■ Supplied entries ■
==============================

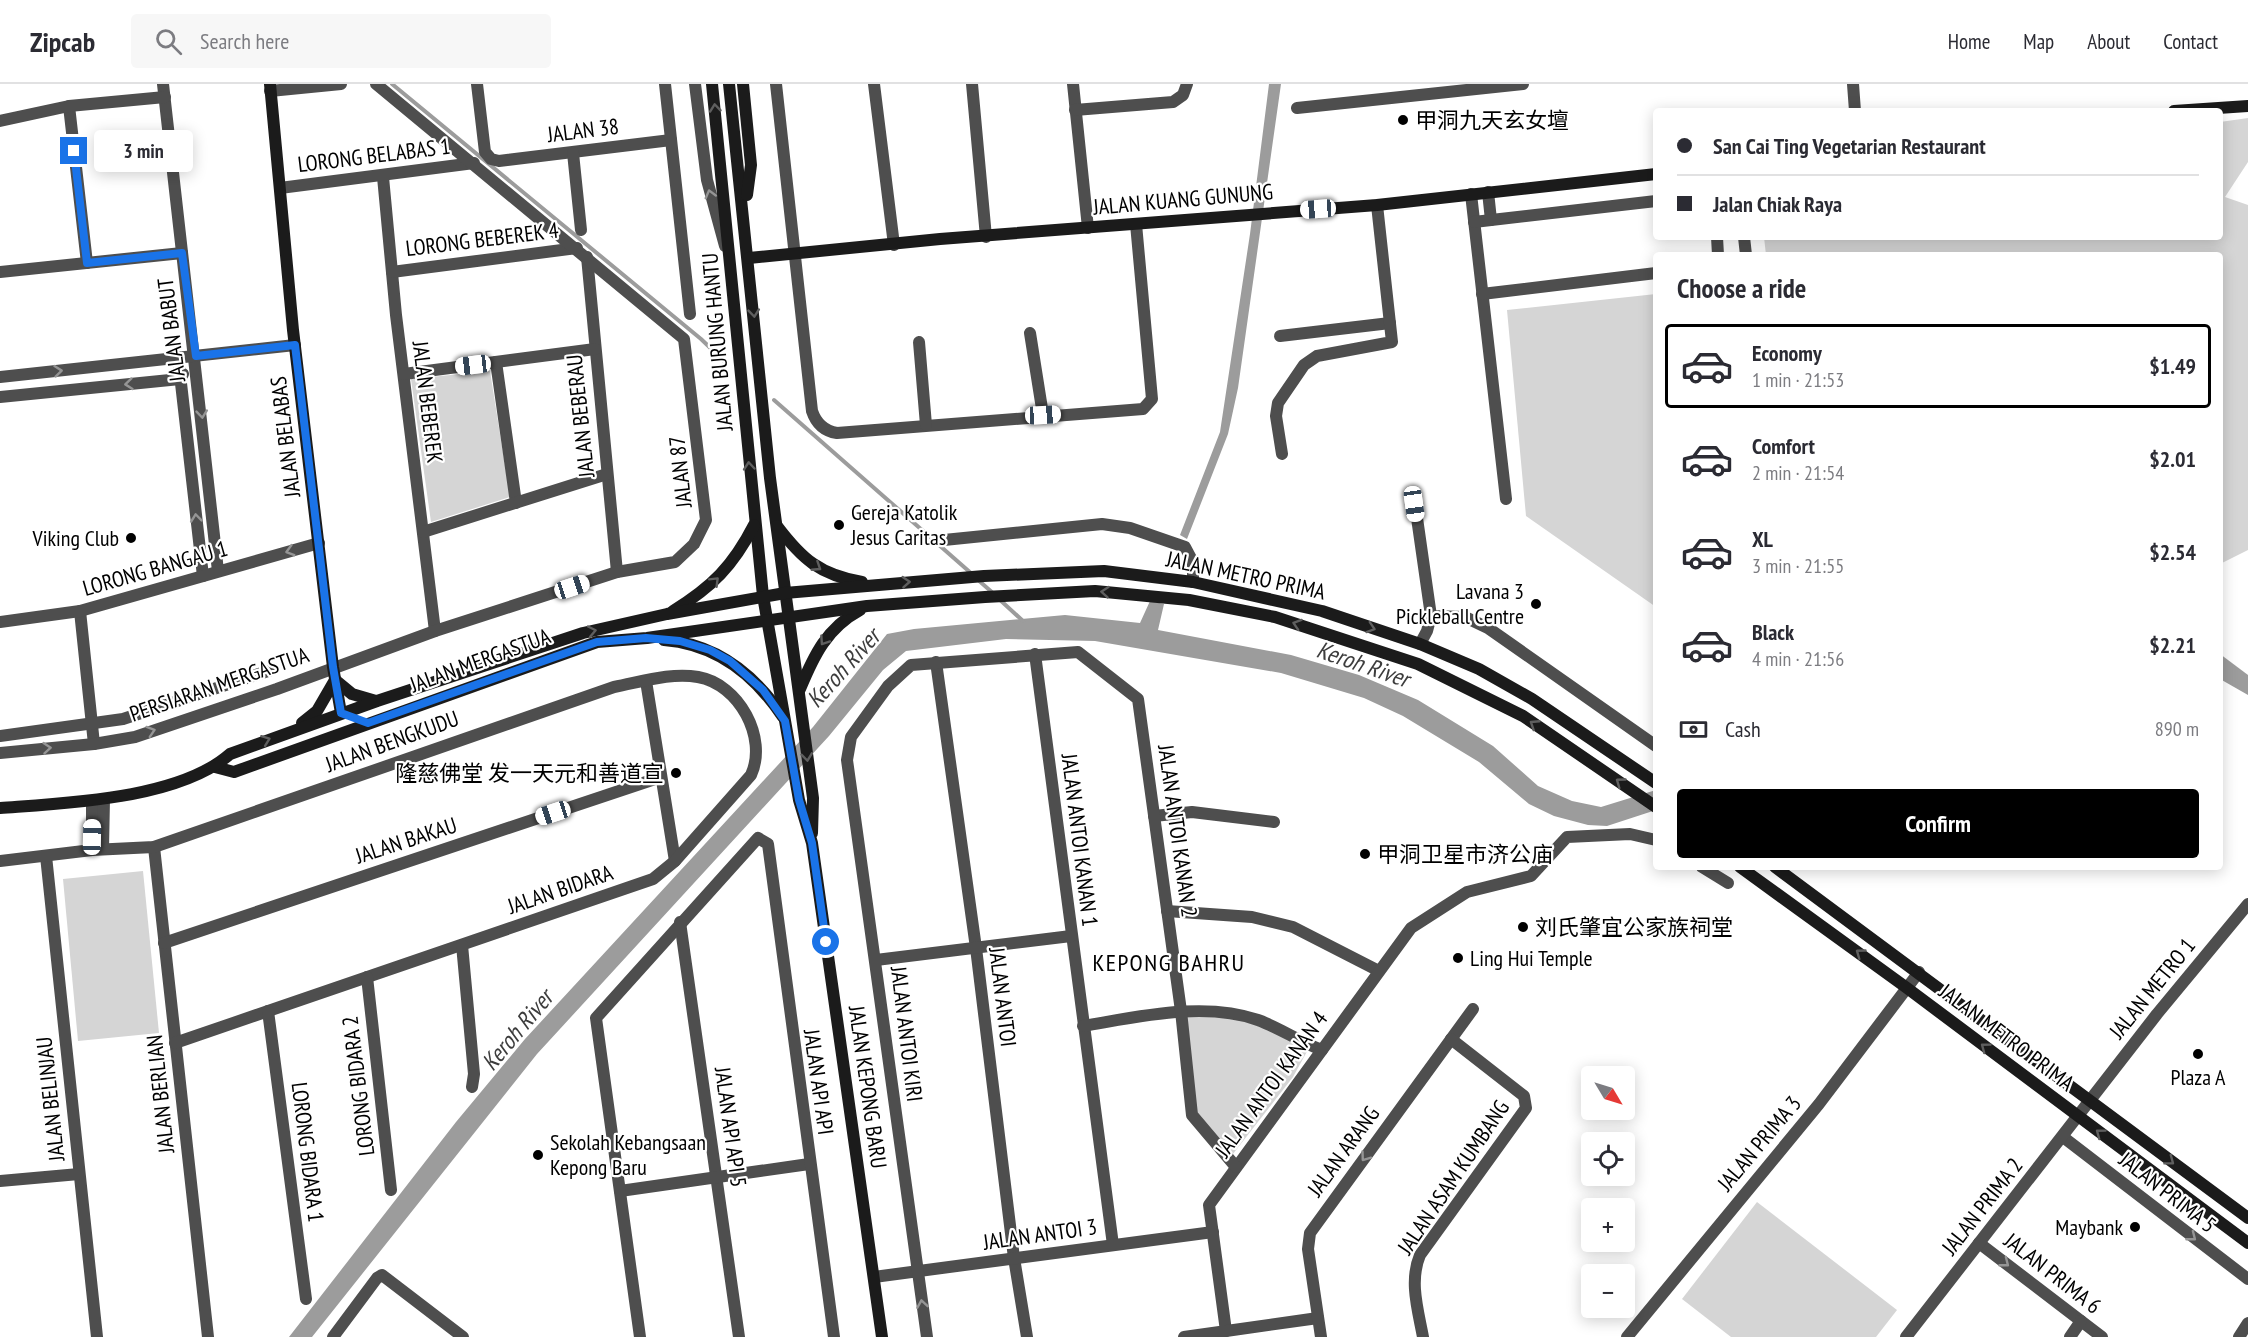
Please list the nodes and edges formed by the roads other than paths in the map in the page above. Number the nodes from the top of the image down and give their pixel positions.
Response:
1 (341, 84) edge
2 (376, 84) edge
3 (477, 84) edge
4 (665, 84) edge
5 (695, 84) edge
6 (712, 84) edge
7 (729, 84) edge
8 (743, 84) edge
9 (776, 84) edge
10 (874, 84) edge
11 (972, 84) edge
12 (1073, 84) edge
13 (1187, 84) edge
14 (1523, 84) edge
15 (1853, 84) edge
16 (270, 88) edge
17 (164, 90) edge
18 (69, 106) junction
19 (2248, 106) edge
20 (1297, 108) dead end
21 (1855, 108) edge
22 (2218, 108) edge
23 (1075, 110) junction
24 (0, 121) edge
25 (671, 140) junction
26 (573, 153) junction
27 (474, 163) junction
28 (1653, 174) edge
29 (383, 177) junction
30 (280, 188) junction
31 (1488, 192) junction
32 (1471, 194) junction
33 (1653, 201) edge
34 (1377, 205) junction
35 (745, 217) junction
36 (1491, 220) junction
37 (1474, 222) junction
38 (1136, 224) junction
39 (1088, 228) junction
40 (580, 230) dead end
41 (986, 237) junction
42 (894, 245) junction
43 (577, 248) junction
44 (182, 253) junction
45 (795, 254) junction
46 (587, 256) junction
47 (749, 258) junction
48 (87, 263) junction
49 (731, 270) junction
50 (0, 272) edge
51 (392, 272) junction
52 (1653, 273) edge
53 (1482, 294) junction
54 (690, 314) dead end
55 (1390, 324) junction
56 (1030, 333) dead end
57 (1280, 336) dead end
58 (919, 342) dead end
59 (295, 345) junction
60 (595, 349) junction
61 (196, 356) junction
62 (178, 357) junction
63 (496, 362) junction
64 (404, 374) junction
65 (0, 377) edge
66 (180, 379) junction
67 (0, 397) edge
68 (1043, 415) junction
69 (926, 425) junction
70 (1282, 454) dead end
71 (607, 474) junction
72 (1506, 499) dead end
73 (516, 503) junction
74 (1414, 504) dead end
75 (754, 524) junction
76 (776, 525) junction
77 (423, 532) junction
78 (944, 540) dead end
79 (319, 543) junction
80 (218, 572) junction
81 (617, 572) junction
82 (203, 576) junction
83 (1192, 582) junction
84 (876, 584) junction
85 (785, 593) junction
86 (763, 596) junction
87 (867, 606) junction
88 (80, 611) junction
89 (667, 614) junction
90 (789, 616) junction
91 (1431, 616) junction
92 (767, 619) junction
93 (0, 622) edge
94 (435, 631) junction
95 (646, 638) junction
96 (1420, 644) junction
97 (1035, 654) junction
98 (936, 662) junction
99 (274, 669) dead end
100 (334, 673) junction
101 (646, 681) junction
102 (799, 692) junction
103 (377, 701) junction
104 (341, 713) junction
105 (368, 723) junction
106 (92, 724) junction
107 (786, 724) junction
108 (289, 732) junction
109 (0, 736) edge
110 (309, 743) junction
111 (94, 744) junction
112 (1653, 744) edge
113 (0, 753) edge
114 (215, 767) junction
115 (662, 777) junction
116 (1653, 781) edge
117 (98, 800) junction
118 (1653, 805) edge
119 (0, 808) edge
120 (1155, 816) junction
121 (1274, 822) dead end
122 (1653, 839) edge
123 (812, 843) junction
124 (154, 847) junction
125 (98, 850) junction
126 (46, 856) junction
127 (0, 861) edge
128 (675, 861) junction
129 (1707, 870) edge
130 (1744, 870) edge
131 (1779, 870) edge
132 (1728, 883) dead end
133 (2248, 904) edge
134 (1167, 911) junction
135 (680, 922) junction
136 (1071, 936) junction
137 (164, 943) junction
138 (462, 945) junction
139 (976, 948) junction
140 (876, 960) junction
141 (1379, 971) junction
142 (1919, 972) junction
143 (367, 977) junction
144 (1907, 988) junction
145 (1473, 1009) dead end
146 (268, 1011) junction
147 (1181, 1011) junction
148 (1083, 1026) junction
149 (1451, 1039) junction
150 (175, 1043) junction
151 (1322, 1050) junction
152 (472, 1087) dead end
153 (2091, 1100) junction
154 (2078, 1117) junction
155 (2063, 1137) junction
156 (809, 1164) junction
157 (1236, 1167) junction
158 (79, 1174) junction
159 (717, 1178) junction
160 (0, 1181) edge
161 (391, 1190) dead end
162 (620, 1191) junction
163 (2248, 1218) edge
164 (1213, 1232) junction
165 (1979, 1243) junction
166 (2248, 1243) edge
167 (1113, 1245) junction
168 (1014, 1258) junction
169 (917, 1271) junction
170 (874, 1277) junction
171 (2248, 1280) edge
172 (306, 1299) dead end
173 (1318, 1318) junction
174 (2081, 1322) junction
175 (2248, 1323) edge
176 (1226, 1331) junction
177 (97, 1337) edge
178 (208, 1337) edge
179 (333, 1337) edge
180 (463, 1337) edge
181 (640, 1337) edge
182 (739, 1337) edge
183 (834, 1337) edge
184 (882, 1337) edge
185 (927, 1337) edge
186 (1027, 1337) edge
187 (1184, 1337) edge
188 (1321, 1337) edge
189 (1423, 1337) edge
190 (1627, 1337) edge
191 (1906, 1337) edge
192 (2070, 1337) edge
193 (2102, 1337) edge
194 (2239, 1337) edge

1 - 16 street
2 - 27 street, JALAN 87
3 - 26 street, JALAN 38
4 - 25 street
49 -> 5 street
49 -> 6 main road, JALAN BURUNG HANTU
7 - 35 main road, JALAN BURUNG HANTU
8 - 35 main road
9 - 45 street
10 - 42 street
11 - 41 street
12 - 23 street
13 - 23 street
14 - 20 street
15 - 21 street
16 - 30 main road, JALAN BELABAS
17 - 18 street
17 - 44 street, JALAN BABUT
18 - 24 street
18 - 48 street
19 - 22 main road
23 - 39 street
25 - 26 street, JALAN 38
25 - 54 street
26 - 40 street
27 - 29 street, LORONG BELABAS 1
27 - 43 street, JALAN 87
28 - 31 main road, JALAN KUANG GUNUNG
29 - 30 street, LORONG BELABAS 1
29 - 51 street, JALAN BEBEREK
30 - 59 main road, JALAN BELABAS
31 - 32 main road, JALAN KUANG GUNUNG
31 - 36 street
32 - 34 main road, JALAN KUANG GUNUNG
32 - 37 street
33 - 36 street
34 - 38 main road, JALAN KUANG GUNUNG
34 - 55 street
35 - 47 main road, JALAN BURUNG HANTU
36 - 37 street
37 - 53 street
38 - 39 main road, JALAN KUANG GUNUNG
38 - 68 street
39 - 41 main road, JALAN KUANG GUNUNG
41 - 42 main road, JALAN KUANG GUNUNG
42 - 45 main road, JALAN KUANG GUNUNG
43 - 46 street, JALAN 87
43 - 51 street, LORONG BEBEREK 4
44 - 48 street
44 - 61 street, JALAN BABUT
45 - 47 main road, JALAN KUANG GUNUNG
45 - 69 street
46 - 60 street, JALAN BEBERAU
46 - 81 street, JALAN 87
47 -> 76 main road, JALAN BURUNG HANTU
48 - 50 street
75 -> 49 main road, JALAN BURUNG HANTU
51 - 64 street, JALAN BEBEREK
52 - 53 street
53 - 72 street
55 - 57 street
55 - 70 street
56 - 68 street
58 - 69 street
59 - 61 street
59 - 79 main road, JALAN BELABAS
60 - 63 street
60 - 71 street, JALAN BEBERAU
61 - 62 street
61 - 66 street
61 -> 80 street, JALAN BABUT
65 -> 62 street
62 - 66 street, JALAN BABUT
63 - 64 street
63 - 73 street
64 - 77 street, JALAN BEBEREK
66 -> 67 street
82 -> 66 street, JALAN BABUT
68 - 69 street
71 - 73 street
71 - 81 street, JALAN BEBERAU
73 - 77 street
74 - 91 street
75 - 86 main road, JALAN BURUNG HANTU
89 -> 75 main road
76 -> 84 main road
76 - 85 main road, JALAN BURUNG HANTU
77 - 94 street, JALAN BEBEREK
78 - 83 street
79 -> 80 street, LORONG BANGAU 1
79 - 100 main road, JALAN BELABAS
80 - 82 street, LORONG BANGAU 1
81 - 94 street, PERSIARAN MERGASTUA
82 - 88 street, LORONG BANGAU 1
84 -> 83 main road, JALAN METRO PRIMA
83 -> 96 main road, JALAN METRO PRIMA
84 - 85 main road, JALAN METRO PRIMA
85 - 86 main road, JALAN METRO PRIMA
85 - 90 main road, JALAN BURUNG HANTU
86 - 89 main road, JALAN MERGASTUA
86 - 92 main road, JALAN BURUNG HANTU
87 - 90 main road, JALAN METRO PRIMA
87 -> 102 main road
118 -> 87 main road, JALAN METRO PRIMA
88 - 93 street, LORONG BANGAU 1
88 - 106 street
103 -> 89 main road, JALAN MERGASTUA
90 - 92 main road, JALAN METRO PRIMA
90 - 102 main road, JALAN KEPONG BARU
91 - 96 street
91 - 112 street
92 - 95 main road, JALAN MERGASTUA
92 - 107 main road, JALAN KEPONG BARU
94 - 100 street, PERSIARAN MERGASTUA
95 - 105 main road, JALAN MERGASTUA
95 - 107 main road
96 - 116 main road, JALAN METRO PRIMA
97 - 98 street
97 - 120 street, JALAN ANTOI KANAN 2
97 - 136 street, JALAN ANTOI KANAN 1
98 - 139 street, JALAN ANTOI
98 - 140 street, JALAN ANTOI KIRI
99 - 106 street
100 - 103 main road
100 - 104 main road, JALAN BELABAS
100 - 108 main road
111 -> 100 street, PERSIARAN MERGASTUA
101 - 115 street
101 - 124 street, JALAN BENGKUDU
101 - 128 street, JALAN BIDARA
102 -> 123 main road, JALAN KEPONG BARU
103 - 104 main road, JALAN MERGASTUA
104 - 105 main road
104 - 108 main road, JALAN MERGASTUA
104 - 110 main road
105 - 110 main road, JALAN MERGASTUA
106 - 109 street
106 - 111 street
107 - 123 main road, JALAN KEPONG BARU
114 -> 108 main road, JALAN MERGASTUA
110 - 114 main road, JALAN MERGASTUA
113 -> 111 street, PERSIARAN MERGASTUA
114 - 117 main road, JALAN MERGASTUA
115 - 128 street
115 - 137 street, JALAN BAKAU
117 - 119 main road, JALAN MERGASTUA
117 - 125 street
120 - 121 street
120 - 134 street, JALAN ANTOI KANAN 2
122 - 141 street, JALAN ANTOI KANAN 4
123 - 170 main road, JALAN KEPONG BARU
124 - 125 street, JALAN BENGKUDU
124 - 137 street, JALAN BERLIAN
125 - 126 street, JALAN BENGKUDU
126 - 127 street, JALAN BENGKUDU
126 - 158 street, JALAN BELINJAU
128 - 138 street, JALAN BIDARA
129 - 132 street
144 -> 130 main road, JALAN METRO PRIMA
131 - 142 main road, JALAN METRO PRIMA
133 - 153 street, JALAN METRO 1
134 - 141 street
134 - 147 street, JALAN ANTOI KANAN 2
135 - 156 street, JALAN API API
135 - 159 street, JALAN API API 5
135 - 162 street
136 - 139 street
136 - 148 street, JALAN ANTOI KANAN 1
137 - 150 street, JALAN BERLIAN
138 - 143 street, JALAN BIDARA
138 - 152 street
139 - 140 street
139 - 168 street, JALAN ANTOI
140 - 169 street, JALAN ANTOI KIRI
141 - 151 street, JALAN ANTOI KANAN 4
142 - 144 street, JALAN PRIMA 3
142 - 153 main road, JALAN METRO PRIMA
143 - 146 street, JALAN BIDARA
143 - 161 street, LORONG BIDARA 2
154 -> 144 main road, JALAN METRO PRIMA
144 - 190 street, JALAN PRIMA 3
145 - 149 street, JALAN ARANG
146 - 150 street, JALAN BIDARA
146 - 172 street, LORONG BIDARA 1
147 - 148 street
147 - 151 street
147 - 157 street, JALAN ANTOI KANAN 2
148 - 167 street, JALAN ANTOI KANAN 1
149 -> 173 street, JALAN ARANG
149 - 189 street, JALAN ASAM KUMBANG
150 - 178 street, JALAN BERLIAN
151 - 157 street, JALAN ANTOI KANAN 4
153 - 154 street, JALAN PRIMA 2
153 -> 163 main road, JALAN METRO PRIMA
154 - 155 street, JALAN PRIMA 2
166 -> 154 main road, JALAN METRO PRIMA
155 - 165 street, JALAN PRIMA 2
155 -> 171 street, JALAN PRIMA 5
156 - 159 street
156 - 183 street, JALAN API API
157 - 164 street, JALAN ANTOI KANAN 4
158 - 160 street
158 - 177 street, JALAN BELINJAU
159 - 162 street
159 - 182 street, JALAN API API 5
162 - 181 street
164 - 167 street, JALAN ANTOI 3
164 - 176 street, JALAN ANTOI KANAN 4
165 -> 174 street, JALAN PRIMA 6
165 - 191 street, JALAN PRIMA 2
167 - 168 street, JALAN ANTOI 3
168 - 169 street, JALAN ANTOI 3
168 - 186 street, JALAN ANTOI
169 - 170 street, JALAN ANTOI 3
185 -> 169 street, JALAN ANTOI KIRI
170 - 184 main road, JALAN KEPONG BARU
173 - 176 street
173 - 188 street, JALAN ARANG
174 - 192 street
174 - 193 street, JALAN PRIMA 6
175 - 194 street
176 - 187 street
179 - 180 street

==============================

■ What you will do ■
When a line in the data holds the word "BERLIAN", show that line.

■ Answer ■
124 - 137 street, JALAN BERLIAN
137 - 150 street, JALAN BERLIAN
150 - 178 street, JALAN BERLIAN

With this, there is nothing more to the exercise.